Stored items
-*-*-

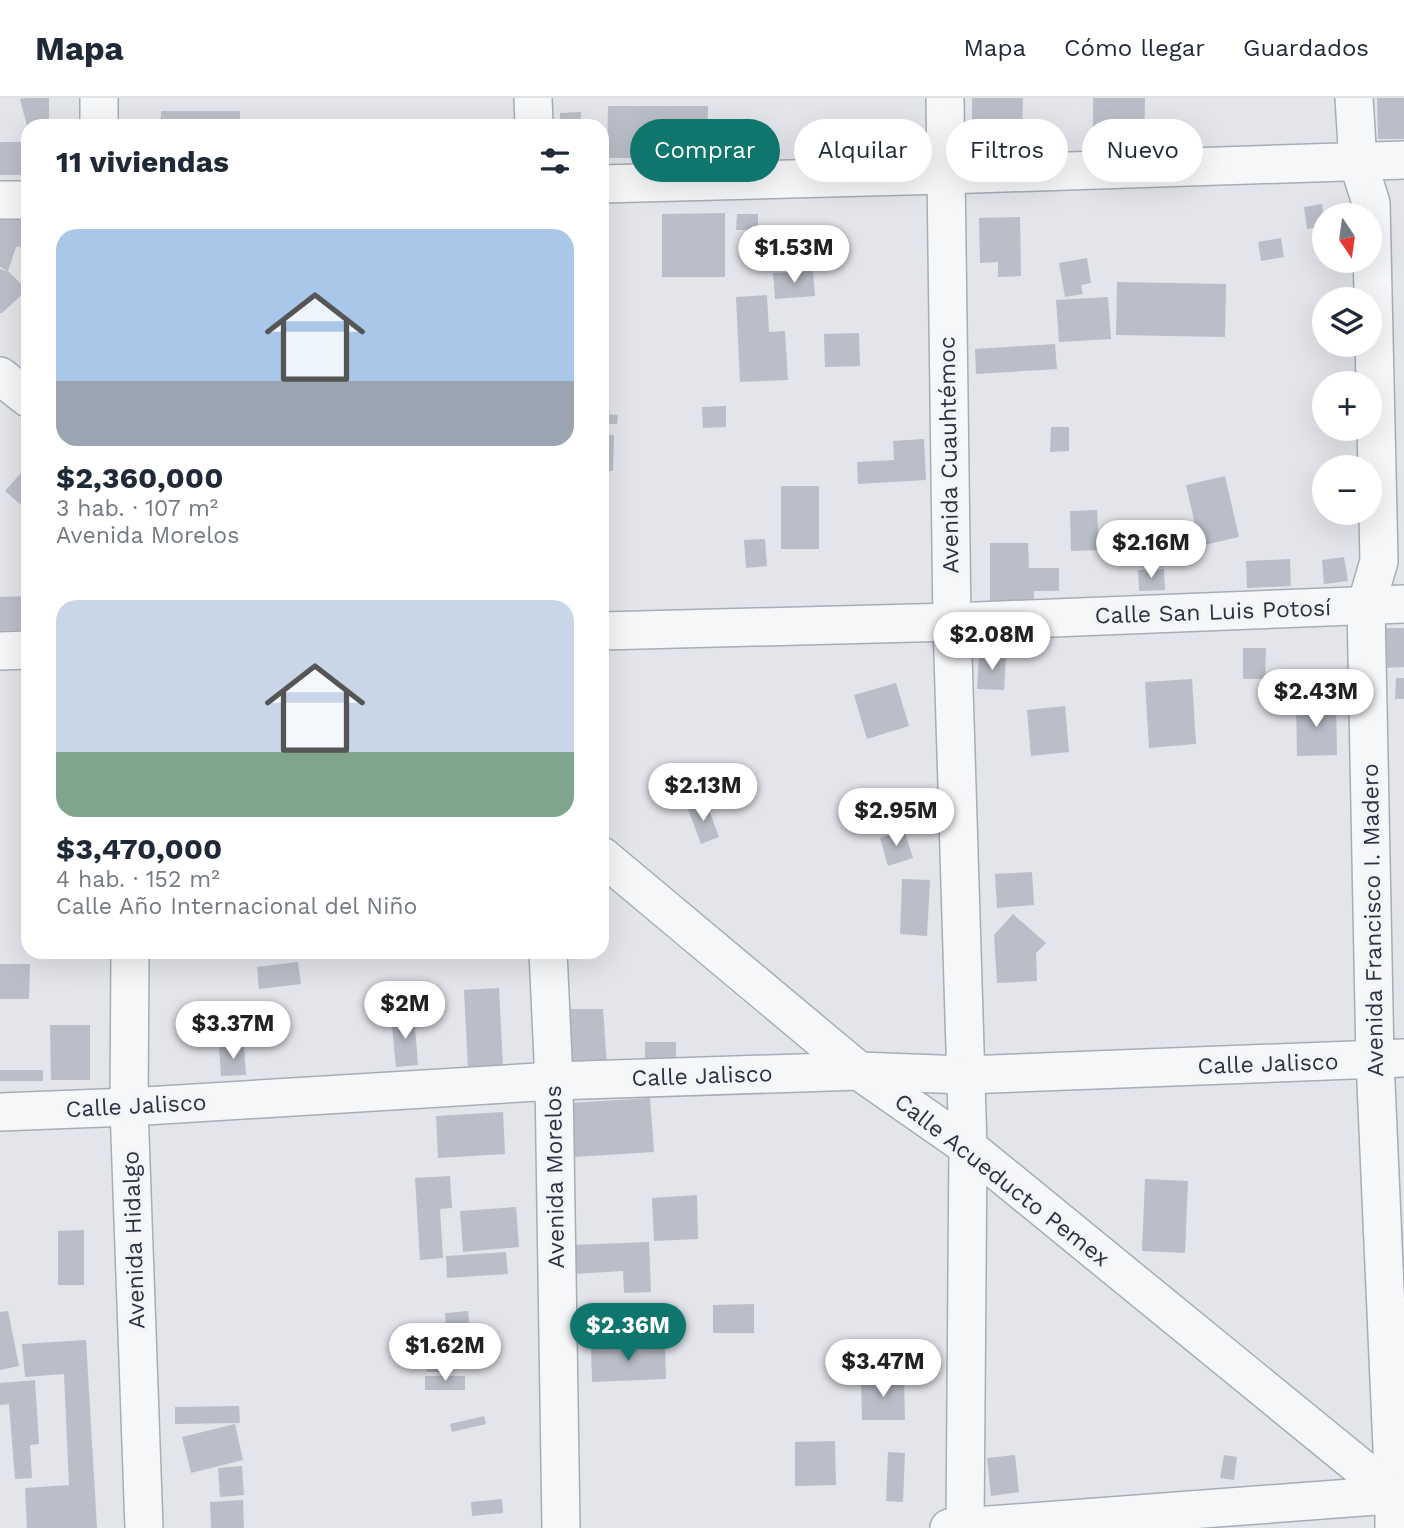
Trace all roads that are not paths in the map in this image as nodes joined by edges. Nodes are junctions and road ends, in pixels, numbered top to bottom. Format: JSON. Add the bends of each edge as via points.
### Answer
{"nodes":[{"id":1,"x":99,"y":98,"type":"edge"},
{"id":2,"x":533,"y":98,"type":"edge"},
{"id":3,"x":945,"y":98,"type":"edge"},
{"id":4,"x":1354,"y":98,"type":"edge"},
{"id":5,"x":99,"y":119,"type":"edge"},
{"id":6,"x":534,"y":119,"type":"edge"},
{"id":7,"x":1404,"y":160,"type":"edge"},
{"id":8,"x":1358,"y":162,"type":"junction"},
{"id":9,"x":945,"y":176,"type":"junction"},
{"id":10,"x":609,"y":184,"type":"edge"},
{"id":11,"x":0,"y":200,"type":"edge"},
{"id":12,"x":21,"y":200,"type":"edge"},
{"id":13,"x":0,"y":376,"type":"edge"},
{"id":14,"x":21,"y":392,"type":"edge"},
{"id":15,"x":1404,"y":604,"type":"edge"},
{"id":16,"x":1366,"y":606,"type":"junction"},
{"id":17,"x":952,"y":622,"type":"junction"},
{"id":18,"x":609,"y":631,"type":"edge"},
{"id":19,"x":21,"y":650,"type":"edge"},
{"id":20,"x":0,"y":651,"type":"edge"},
{"id":21,"x":609,"y":862,"type":"edge"},
{"id":22,"x":130,"y":959,"type":"edge"},
{"id":23,"x":548,"y":959,"type":"edge"},
{"id":24,"x":1390,"y":1059,"type":"edge"},
{"id":25,"x":859,"y":1071,"type":"junction"},
{"id":26,"x":965,"y":1075,"type":"junction"},
{"id":27,"x":554,"y":1081,"type":"junction"},
{"id":28,"x":129,"y":1107,"type":"junction"},
{"id":29,"x":0,"y":1112,"type":"edge"},
{"id":30,"x":968,"y":1147,"type":"junction"},
{"id":31,"x":1399,"y":1505,"type":"edge"},
{"id":32,"x":144,"y":1528,"type":"edge"},
{"id":33,"x":561,"y":1528,"type":"edge"},
{"id":34,"x":949,"y":1528,"type":"edge"},
{"id":35,"x":965,"y":1528,"type":"edge"}],
"edges":[{"from":1,"to":5,"type":"street"},
{"from":2,"to":6,"type":"street"},
{"from":3,"to":9,"type":"street","name":"Avenida Cuauhtémoc"},
{"from":4,"to":8,"type":"street","name":"Avenida Francisco I. Madero"},
{"from":7,"to":8,"type":"street"},
{"from":8,"to":9,"type":"street"},
{"from":8,"to":16,"type":"street","name":"Avenida Francisco I. Madero","via":[[1371,204],[1379,548]]},
{"from":9,"to":10,"type":"street"},
{"from":9,"to":17,"type":"street","name":"Avenida Cuauhtémoc"},
{"from":11,"to":12,"type":"street"},
{"from":13,"to":14,"type":"street"},
{"from":15,"to":16,"type":"street","name":"Calle San Luis Potosí"},
{"from":16,"to":17,"type":"street","name":"Calle San Luis Potosí"},
{"from":16,"to":24,"type":"street","name":"Avenida Francisco I. Madero"},
{"from":17,"to":18,"type":"street","name":"Calle San Luis Potosí"},
{"from":17,"to":26,"type":"street","name":"Avenida Cuauhtémoc"},
{"from":19,"to":20,"type":"street"},
{"from":21,"to":25,"type":"street","name":"Calle Acueducto Pemex"},
{"from":22,"to":28,"type":"street","name":"Avenida Hidalgo"},
{"from":23,"to":27,"type":"street","name":"Avenida Morelos"},
{"from":24,"to":26,"type":"street","name":"Calle Jalisco"},
{"from":24,"to":31,"type":"street","name":"Avenida Francisco I. Madero"},
{"from":25,"to":26,"type":"street","name":"Calle Jalisco"},
{"from":25,"to":27,"type":"street","name":"Calle Jalisco"},
{"from":25,"to":30,"type":"street","name":"Calle Acueducto Pemex"},
{"from":26,"to":30,"type":"street","name":"Avenida Cuauhtémoc"},
{"from":27,"to":28,"type":"street","name":"Calle Jalisco"},
{"from":27,"to":33,"type":"street","name":"Avenida Morelos"},
{"from":28,"to":29,"type":"street","name":"Calle Jalisco"},
{"from":28,"to":32,"type":"street","name":"Avenida Hidalgo"},
{"from":30,"to":31,"type":"street","name":"Calle Acueducto Pemex"},
{"from":30,"to":35,"type":"street","name":"Avenida Cuauhtémoc"},
{"from":31,"to":35,"type":"street"},
{"from":34,"to":35,"type":"street"}]}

-*-*-

**Problem to work on**
An exact reproduction of the data is needed, with no pictures included.

**Solved exercise**
Trace all roads that are not paths in the map in this image as nodes joined by edges. Nodes are junctions and road ends, in pixels, numbered top to bottom. Format: JSON. Add the bends of each edge as via points.
### Answer
{"nodes":[{"id":1,"x":99,"y":98,"type":"edge"},
{"id":2,"x":533,"y":98,"type":"edge"},
{"id":3,"x":945,"y":98,"type":"edge"},
{"id":4,"x":1354,"y":98,"type":"edge"},
{"id":5,"x":99,"y":119,"type":"edge"},
{"id":6,"x":534,"y":119,"type":"edge"},
{"id":7,"x":1404,"y":160,"type":"edge"},
{"id":8,"x":1358,"y":162,"type":"junction"},
{"id":9,"x":945,"y":176,"type":"junction"},
{"id":10,"x":609,"y":184,"type":"edge"},
{"id":11,"x":0,"y":200,"type":"edge"},
{"id":12,"x":21,"y":200,"type":"edge"},
{"id":13,"x":0,"y":376,"type":"edge"},
{"id":14,"x":21,"y":392,"type":"edge"},
{"id":15,"x":1404,"y":604,"type":"edge"},
{"id":16,"x":1366,"y":606,"type":"junction"},
{"id":17,"x":952,"y":622,"type":"junction"},
{"id":18,"x":609,"y":631,"type":"edge"},
{"id":19,"x":21,"y":650,"type":"edge"},
{"id":20,"x":0,"y":651,"type":"edge"},
{"id":21,"x":609,"y":862,"type":"edge"},
{"id":22,"x":130,"y":959,"type":"edge"},
{"id":23,"x":548,"y":959,"type":"edge"},
{"id":24,"x":1390,"y":1059,"type":"edge"},
{"id":25,"x":859,"y":1071,"type":"junction"},
{"id":26,"x":965,"y":1075,"type":"junction"},
{"id":27,"x":554,"y":1081,"type":"junction"},
{"id":28,"x":129,"y":1107,"type":"junction"},
{"id":29,"x":0,"y":1112,"type":"edge"},
{"id":30,"x":968,"y":1147,"type":"junction"},
{"id":31,"x":1399,"y":1505,"type":"edge"},
{"id":32,"x":144,"y":1528,"type":"edge"},
{"id":33,"x":561,"y":1528,"type":"edge"},
{"id":34,"x":949,"y":1528,"type":"edge"},
{"id":35,"x":965,"y":1528,"type":"edge"}],
"edges":[{"from":1,"to":5,"type":"street"},
{"from":2,"to":6,"type":"street"},
{"from":3,"to":9,"type":"street","name":"Avenida Cuauhtémoc"},
{"from":4,"to":8,"type":"street","name":"Avenida Francisco I. Madero"},
{"from":7,"to":8,"type":"street"},
{"from":8,"to":9,"type":"street"},
{"from":8,"to":16,"type":"street","name":"Avenida Francisco I. Madero","via":[[1371,204],[1379,548]]},
{"from":9,"to":10,"type":"street"},
{"from":9,"to":17,"type":"street","name":"Avenida Cuauhtémoc"},
{"from":11,"to":12,"type":"street"},
{"from":13,"to":14,"type":"street"},
{"from":15,"to":16,"type":"street","name":"Calle San Luis Potosí"},
{"from":16,"to":17,"type":"street","name":"Calle San Luis Potosí"},
{"from":16,"to":24,"type":"street","name":"Avenida Francisco I. Madero"},
{"from":17,"to":18,"type":"street","name":"Calle San Luis Potosí"},
{"from":17,"to":26,"type":"street","name":"Avenida Cuauhtémoc"},
{"from":19,"to":20,"type":"street"},
{"from":21,"to":25,"type":"street","name":"Calle Acueducto Pemex"},
{"from":22,"to":28,"type":"street","name":"Avenida Hidalgo"},
{"from":23,"to":27,"type":"street","name":"Avenida Morelos"},
{"from":24,"to":26,"type":"street","name":"Calle Jalisco"},
{"from":24,"to":31,"type":"street","name":"Avenida Francisco I. Madero"},
{"from":25,"to":26,"type":"street","name":"Calle Jalisco"},
{"from":25,"to":27,"type":"street","name":"Calle Jalisco"},
{"from":25,"to":30,"type":"street","name":"Calle Acueducto Pemex"},
{"from":26,"to":30,"type":"street","name":"Avenida Cuauhtémoc"},
{"from":27,"to":28,"type":"street","name":"Calle Jalisco"},
{"from":27,"to":33,"type":"street","name":"Avenida Morelos"},
{"from":28,"to":29,"type":"street","name":"Calle Jalisco"},
{"from":28,"to":32,"type":"street","name":"Avenida Hidalgo"},
{"from":30,"to":31,"type":"street","name":"Calle Acueducto Pemex"},
{"from":30,"to":35,"type":"street","name":"Avenida Cuauhtémoc"},
{"from":31,"to":35,"type":"street"},
{"from":34,"to":35,"type":"street"}]}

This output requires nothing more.